● What you are asked to do
Look for the string "nodes" in the material below. Copy every line where you find it.

● Material provided

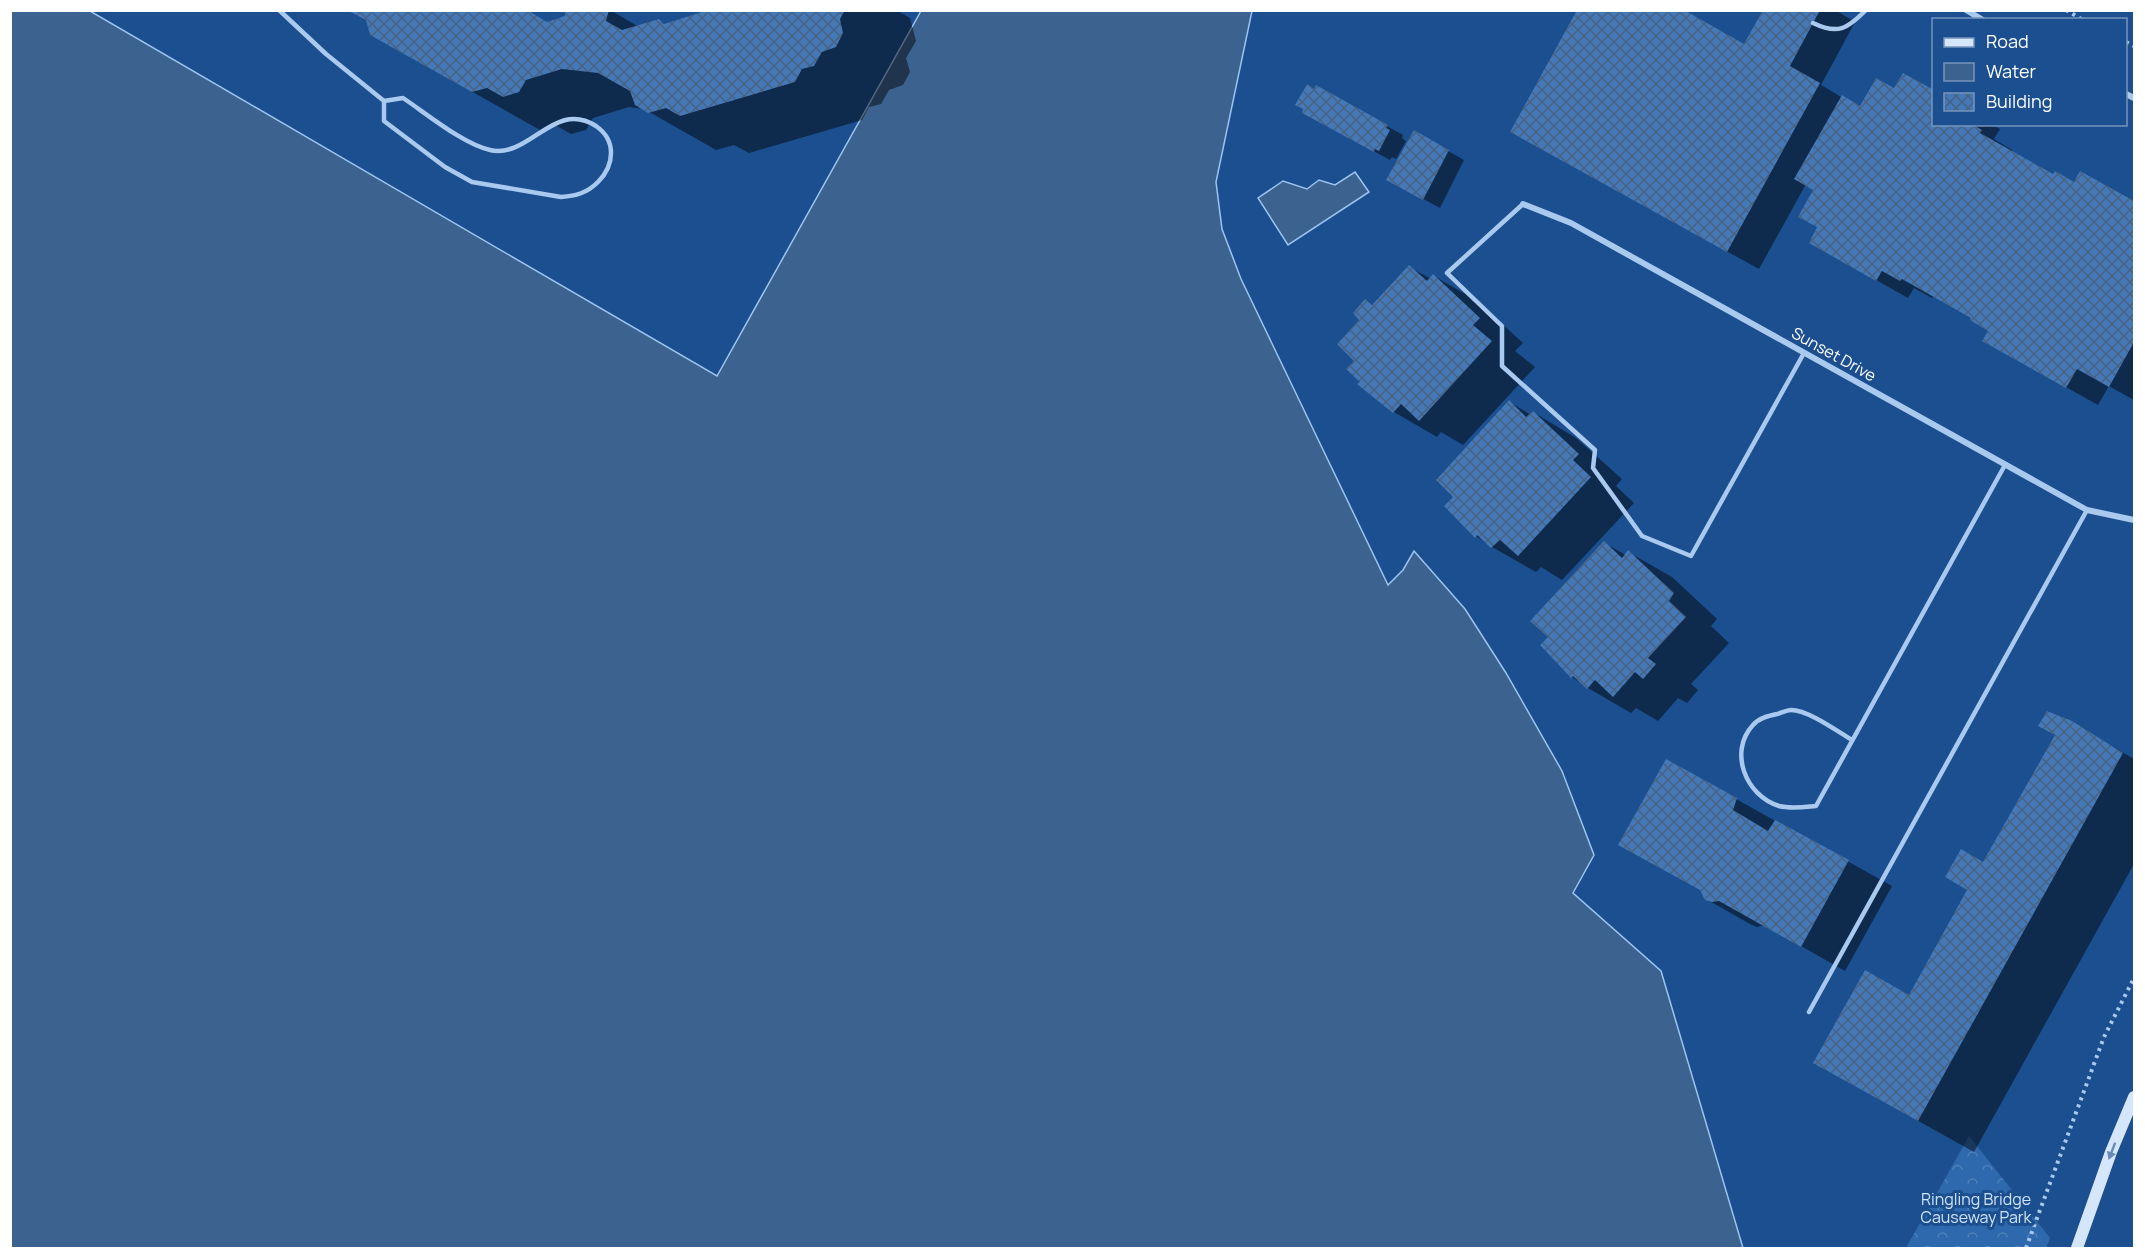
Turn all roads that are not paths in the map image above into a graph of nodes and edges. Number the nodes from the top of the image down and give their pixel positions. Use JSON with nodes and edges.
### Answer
{"nodes":[{"id":1,"x":279,"y":10,"type":"edge"},
{"id":2,"x":1866,"y":10,"type":"edge"},
{"id":3,"x":1966,"y":10,"type":"edge"},
{"id":4,"x":1980,"y":18,"type":"edge"},
{"id":5,"x":1813,"y":23,"type":"dead end"},
{"id":6,"x":384,"y":101,"type":"junction"},
{"id":7,"x":1523,"y":204,"type":"joint"},
{"id":8,"x":1804,"y":352,"type":"junction"},
{"id":9,"x":2005,"y":465,"type":"junction"},
{"id":10,"x":2086,"y":510,"type":"junction"},
{"id":11,"x":2134,"y":520,"type":"edge"},
{"id":12,"x":1852,"y":740,"type":"junction"},
{"id":13,"x":1809,"y":1012,"type":"dead end"},
{"id":14,"x":2134,"y":1097,"type":"edge"},
{"id":15,"x":2076,"y":1248,"type":"edge"}],
"edges":[{"from":1,"to":6,"type":"lane"},
{"from":2,"to":5,"type":"lane"},
{"from":3,"to":4,"type":"street"},
{"from":6,"to":6,"type":"lane"},
{"from":7,"to":8,"type":"street","name":"Sunset Drive"},
{"from":7,"to":8,"type":"lane"},
{"from":8,"to":9,"type":"street","name":"Sunset Drive"},
{"from":9,"to":10,"type":"street","name":"Sunset Drive"},
{"from":9,"to":12,"type":"lane"},
{"from":10,"to":11,"type":"street","name":"Sunset Drive"},
{"from":10,"to":13,"type":"lane"},
{"from":12,"to":12,"type":"lane"},
{"from":14,"to":15,"type":"main road","one_way":true}]}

● Result
Turn all roads that are not paths in the map image above into a graph of nodes and edges. Number the nodes from the top of the image down and give their pixel positions. Use JSON with nodes and edges.
{"nodes":[{"id":1,"x":279,"y":10,"type":"edge"},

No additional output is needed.